▶ What is expected: Show each line from the listing that includes the word "street".
═════ Record extracts ═════
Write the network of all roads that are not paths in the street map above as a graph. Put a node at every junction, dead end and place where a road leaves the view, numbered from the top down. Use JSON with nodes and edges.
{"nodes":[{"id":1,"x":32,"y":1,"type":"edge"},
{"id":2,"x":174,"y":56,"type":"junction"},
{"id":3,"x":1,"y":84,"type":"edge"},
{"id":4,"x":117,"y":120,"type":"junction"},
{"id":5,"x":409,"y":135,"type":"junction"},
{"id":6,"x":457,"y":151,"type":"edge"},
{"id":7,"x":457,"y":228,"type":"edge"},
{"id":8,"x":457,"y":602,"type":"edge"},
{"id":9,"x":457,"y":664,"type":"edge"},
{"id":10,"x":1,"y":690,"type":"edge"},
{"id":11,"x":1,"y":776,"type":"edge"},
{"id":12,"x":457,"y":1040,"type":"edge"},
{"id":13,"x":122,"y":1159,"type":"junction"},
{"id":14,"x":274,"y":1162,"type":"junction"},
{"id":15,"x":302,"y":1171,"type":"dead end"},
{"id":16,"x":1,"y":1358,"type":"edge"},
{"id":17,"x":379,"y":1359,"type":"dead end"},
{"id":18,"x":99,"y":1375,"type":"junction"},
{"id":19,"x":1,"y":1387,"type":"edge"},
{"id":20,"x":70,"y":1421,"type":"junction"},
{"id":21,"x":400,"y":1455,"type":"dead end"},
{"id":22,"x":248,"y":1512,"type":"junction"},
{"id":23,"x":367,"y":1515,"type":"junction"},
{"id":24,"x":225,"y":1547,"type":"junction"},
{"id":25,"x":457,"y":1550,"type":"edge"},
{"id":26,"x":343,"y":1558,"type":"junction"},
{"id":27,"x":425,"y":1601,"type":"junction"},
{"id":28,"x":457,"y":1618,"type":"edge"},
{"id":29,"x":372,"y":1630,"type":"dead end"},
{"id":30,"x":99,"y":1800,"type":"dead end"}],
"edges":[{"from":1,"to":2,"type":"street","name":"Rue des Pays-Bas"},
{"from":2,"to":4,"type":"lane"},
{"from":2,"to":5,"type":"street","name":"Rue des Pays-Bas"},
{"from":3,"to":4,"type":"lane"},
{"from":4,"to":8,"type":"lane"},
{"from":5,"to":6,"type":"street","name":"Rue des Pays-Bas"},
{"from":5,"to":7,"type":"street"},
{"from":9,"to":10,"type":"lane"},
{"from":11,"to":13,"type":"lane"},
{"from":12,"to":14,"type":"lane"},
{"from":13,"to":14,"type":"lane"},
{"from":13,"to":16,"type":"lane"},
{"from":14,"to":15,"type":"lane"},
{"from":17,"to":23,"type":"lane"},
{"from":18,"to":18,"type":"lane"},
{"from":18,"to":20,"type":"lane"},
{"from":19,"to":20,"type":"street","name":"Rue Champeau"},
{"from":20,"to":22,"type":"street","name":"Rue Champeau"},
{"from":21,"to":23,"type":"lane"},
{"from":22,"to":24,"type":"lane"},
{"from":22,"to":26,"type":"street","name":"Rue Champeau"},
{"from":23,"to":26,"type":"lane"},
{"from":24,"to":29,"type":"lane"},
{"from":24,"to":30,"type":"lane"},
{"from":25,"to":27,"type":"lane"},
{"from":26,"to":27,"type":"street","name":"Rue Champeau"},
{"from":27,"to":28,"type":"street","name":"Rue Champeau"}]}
═════
▶ Task output:
Write the network of all roads that are not paths in the street map above as a graph. Put a node at every junction, dead end and place where a road leaves the view, numbered from the top down. Use JSON with nodes and edges.
"edges":[{"from":1,"to":2,"type":"street","name":"Rue des Pays-Bas"},
{"from":2,"to":5,"type":"street","name":"Rue des Pays-Bas"},
{"from":5,"to":6,"type":"street","name":"Rue des Pays-Bas"},
{"from":5,"to":7,"type":"street"},
{"from":19,"to":20,"type":"street","name":"Rue Champeau"},
{"from":20,"to":22,"type":"street","name":"Rue Champeau"},
{"from":22,"to":26,"type":"street","name":"Rue Champeau"},
{"from":26,"to":27,"type":"street","name":"Rue Champeau"},
{"from":27,"to":28,"type":"street","name":"Rue Champeau"}]}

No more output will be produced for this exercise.